For plan years beginning after 2013, the Patient Protection and Affordable Care Act (PPACA) institutes so-called market reform provisions that place a whole host of new restrictions on group health plans. The excise tax for violating the market reform restrictions is a punitive $100-per-day, per-employee penalty; or $36,500 per employee, per year. With a limited exception, these new market reform provisions significantly restrict an employer’s ability to reimburse employees for premiums paid on individual health insurance policies, referred to as employer payment arrangements.

Employer payment plans
Under employer payment plans, the employer reimburses employees for premiums they pay on their individual health insurance policies (or the employer sometimes pays the premium on behalf of the employee). The premium reimbursement is excludable from the employee’s taxable income as long as the employer (1) makes the reimbursement under a qualified medical reimbursement plan and (2) verifies that the reimbursement was spent only for insurance coverage. These arrangements have long been popular with small employers who want to offer health insurance, but are unwilling or unable to purchase group health coverage.
Unfortunately, according to the IRS and Department of Labor (DOL), group health plans can’t be integrated with individual market policies to meet the new market reform provisions. Furthermore, according to the DOL, an employer that reimburses employees for individual policies (on a pretax or after-tax basis) has established a group health plan because the arrangement’s purpose is to provide medical care to its employees. Therefore, reimbursing employees for premiums paid on individual policies violates the market reform provisions, potentially subjecting the employer to a $100-per-day, per-employee ($36,500-per-year, per-employee) excise tax.

Limited exception for one-employee plans.
The market reform provisions do not apply to group health plans that have only one participating employee. Therefore, it is still allowable to provide an employer payment arrangement that covers only one employee. Note, however, that nondiscrimination rules require that essentially all full-time employees must participate in the plan

The bottom line, is that while still technically allowed under the tax code, employer payment arrangements, other than arrangements covering only one employee, are no longer a viable alternative.

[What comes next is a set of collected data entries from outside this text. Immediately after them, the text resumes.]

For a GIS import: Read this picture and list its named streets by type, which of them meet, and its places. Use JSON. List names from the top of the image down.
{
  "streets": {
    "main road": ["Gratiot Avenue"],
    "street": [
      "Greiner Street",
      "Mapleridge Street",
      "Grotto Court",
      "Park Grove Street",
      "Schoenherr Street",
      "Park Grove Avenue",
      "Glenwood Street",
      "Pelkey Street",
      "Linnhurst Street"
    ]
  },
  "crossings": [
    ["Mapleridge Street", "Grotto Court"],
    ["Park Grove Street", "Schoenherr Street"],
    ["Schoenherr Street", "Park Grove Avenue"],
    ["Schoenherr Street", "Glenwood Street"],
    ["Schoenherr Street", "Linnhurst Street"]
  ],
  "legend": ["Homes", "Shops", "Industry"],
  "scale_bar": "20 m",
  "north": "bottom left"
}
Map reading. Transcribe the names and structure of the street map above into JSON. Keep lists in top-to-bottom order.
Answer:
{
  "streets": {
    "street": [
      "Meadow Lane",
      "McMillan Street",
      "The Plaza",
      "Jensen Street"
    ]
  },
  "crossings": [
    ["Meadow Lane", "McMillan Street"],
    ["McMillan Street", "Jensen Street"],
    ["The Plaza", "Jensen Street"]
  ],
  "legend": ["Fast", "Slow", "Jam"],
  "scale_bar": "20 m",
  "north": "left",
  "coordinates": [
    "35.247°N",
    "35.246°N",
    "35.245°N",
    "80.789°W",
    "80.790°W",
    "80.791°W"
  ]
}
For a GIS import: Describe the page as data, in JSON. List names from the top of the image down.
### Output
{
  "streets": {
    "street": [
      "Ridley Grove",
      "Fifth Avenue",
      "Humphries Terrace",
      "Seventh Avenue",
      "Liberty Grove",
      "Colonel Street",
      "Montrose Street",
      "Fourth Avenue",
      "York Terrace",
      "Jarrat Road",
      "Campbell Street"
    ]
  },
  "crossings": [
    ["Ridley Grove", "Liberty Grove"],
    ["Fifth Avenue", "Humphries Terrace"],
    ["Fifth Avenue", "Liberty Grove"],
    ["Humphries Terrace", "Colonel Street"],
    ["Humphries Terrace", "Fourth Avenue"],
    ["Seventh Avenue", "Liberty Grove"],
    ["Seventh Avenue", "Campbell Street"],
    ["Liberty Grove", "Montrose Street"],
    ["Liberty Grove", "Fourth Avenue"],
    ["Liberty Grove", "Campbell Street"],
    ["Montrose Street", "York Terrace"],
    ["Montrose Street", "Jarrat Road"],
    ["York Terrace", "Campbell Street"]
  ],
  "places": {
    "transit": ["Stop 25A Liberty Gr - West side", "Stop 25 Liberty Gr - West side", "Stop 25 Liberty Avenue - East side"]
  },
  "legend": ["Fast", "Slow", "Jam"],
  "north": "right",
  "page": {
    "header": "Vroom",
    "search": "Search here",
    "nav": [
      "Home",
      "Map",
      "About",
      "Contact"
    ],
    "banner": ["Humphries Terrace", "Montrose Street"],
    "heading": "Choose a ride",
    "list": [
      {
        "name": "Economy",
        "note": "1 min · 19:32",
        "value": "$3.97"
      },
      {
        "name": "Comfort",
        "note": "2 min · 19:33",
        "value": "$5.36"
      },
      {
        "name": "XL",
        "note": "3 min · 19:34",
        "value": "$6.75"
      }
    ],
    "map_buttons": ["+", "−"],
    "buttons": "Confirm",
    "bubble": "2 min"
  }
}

What should you do if you still have an employer payment plan?
First of all, don’t panic. You are not alone. The impact of the market reform provisions to these plans has come as a great surprise to many small business employers, not to mention the tax practitioner community, and we believe there is reasonable cause to keep the penalty from applying for earlier payments. However, it is important to discontinue making payments under the plan and rescind any written documents. Also, any reimbursements made after 2013 should be classified as taxable wages.

Acceptable alternatives
Because of the ACA market reform requirements, employers are basically precluded from subsidizing or reimbursing employees for individual health insurance policies if there is more than one employee participating in the plan. Employers can, however, continue to do any of the following:

  • Provide a tax-free fringe benefit by purchasing an ACA-approved employer-sponsored group health plan. Small employers with 50 or fewer employees can provide a group health plan through the Small Business Health Options Plan (SHOP) Marketplace. A cafeteria plan can be set up for pretax funding of the employee portion of the premium.
  • Increase the employee’s taxable wages to provide funds that the employee may use to pay for individual insurance policies. However, the employer cannot require that the funds be used to pay for insurance; it must be the employee’s decision to do so (or not). The employer can claim a deduction for the wages paid. The wages are taxable to the employee, but the employee can claim the premiums as an itemized deduction subject to the 10%-of-AGI limit (7.5% if age 65 or older).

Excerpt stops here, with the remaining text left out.